Abolida en la mayoría de países y ”congelada“ en otros, siempre divide las opiniones.
Jean Jacques Rousseau, en El contrato social (1762) expresa: “Todo malhechor…atacando el derecho de la sociedad se convierte en rebelde y traidor a la patria…la conservación del Estado es incompatible con la suya, por lo que es preciso que uno de los dos desaparezca”. En contraposición, Cesare de Beccaria, en su ensayo De los delitos y las penas (1764) ve inútil la pena de muerte y reclama su desaparición.
Muy lejos han quedado los tiempos del filósofo suizo y del jurista italiano, pero como lo apunta una investigación de la Universidad de Barcelona antes, durante y después de ellos las sociedades han avalado, en unos casos, la pena capital, y en otros, no comparten y hasta tajantemente rechazan su aplicación.
En días recientes y en nuestro entorno, la fiscal general Thelma Aldana se manifestó en desacuerdo con la pena de muerte, y el presidente del Organismo Judicial, Ranulfo Rafael Rojas, dijo que reactivarla “sería un retroceso”, mientras unas voces legislativas la piden con urgencia y otras la descalifican.

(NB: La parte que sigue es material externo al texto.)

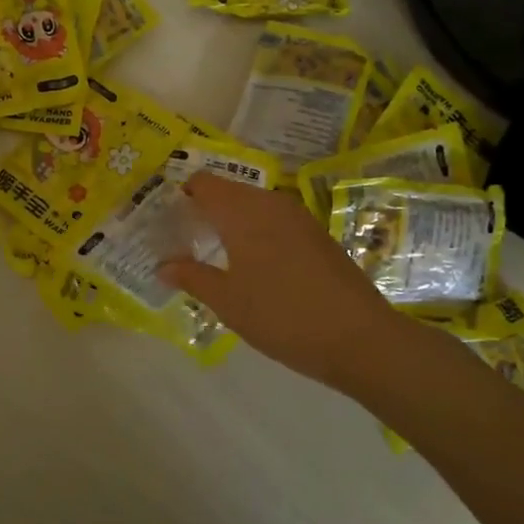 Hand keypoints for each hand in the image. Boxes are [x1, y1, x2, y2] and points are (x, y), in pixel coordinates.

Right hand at [159, 172, 407, 386]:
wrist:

Si quien dirige la persecución penal, y quien encabeza el poder que administra la justicia se han pronunciado contra esa acción legal, poco podrán hacer las personas, grupos y sectores que exigen la máxima y extrema sanción. Vale mencionar que en el Título II, Capítulo I y Artículo 18 de la Constitución se norma el castigo a través de 5 incisos, un párrafo y una línea que explican cuándo no procederá.
Por cierto, el debate se ha abierto porque en el gobierno de Alfonso Portillo (2000-2004) se derogó el decreto que implantó el indulto presidencial, y ahora en el Parlamento se hacen esfuerzos para poner de nuevo en las manos del jefe del Organismo Ejecutivo la última fase legal, y en el ínterin se presentó una iniciativa para segar la vida de sicarios y secuestradores.
Datos de Amnistía Internacional muestran que Arabia Saudí, China, Estados Unidos, Iraq e Irán son los que más ejecuciones judiciales practican, en tanto que Gambia, India, Japón y Pakistán, a partir de 2012 volvieron ejercerla. En ese contexto, casi toda Europa y Oceanía no la contemplan, sigue vigente en unos países de Asia y África, mientras el citado Estados Unidos, Guatemala y el Caribe mantienen la medida en América, aunque con diferencias al decidirla, según el tipo de crimen o delito.
Abolir la pena de muerte es una tendencia que empezó al final de la Segunda Guerra Mundial y, por ejemplo, para 1977 eran 16 los estados que la habían desechado; en 2007 la cifra se elevó a 128 y sigue subiendo, no obstante que todavía ocurren ahorcamientos, fusilamientos e inyecciones letales, entre otros métodos ordenados por los tribunales.
La realidad es que la pena de muerte se ha implantado a lo largo de la historia y en todos los rincones del planeta ya sea por actos políticos o hechos delictivos. Hoy, aquí se promueve como un remedio contra la violencia. Desde el punto de vista humanitario y en apego a la misión del Estado, es incoherente motivarla; sin embargo, la prisión no ha sido un disuasivo para frenar al crimen y, tal vez, el principal argumento lo tienen las víctimas, no quienes analizan, estudian o se ocupan del deber ser.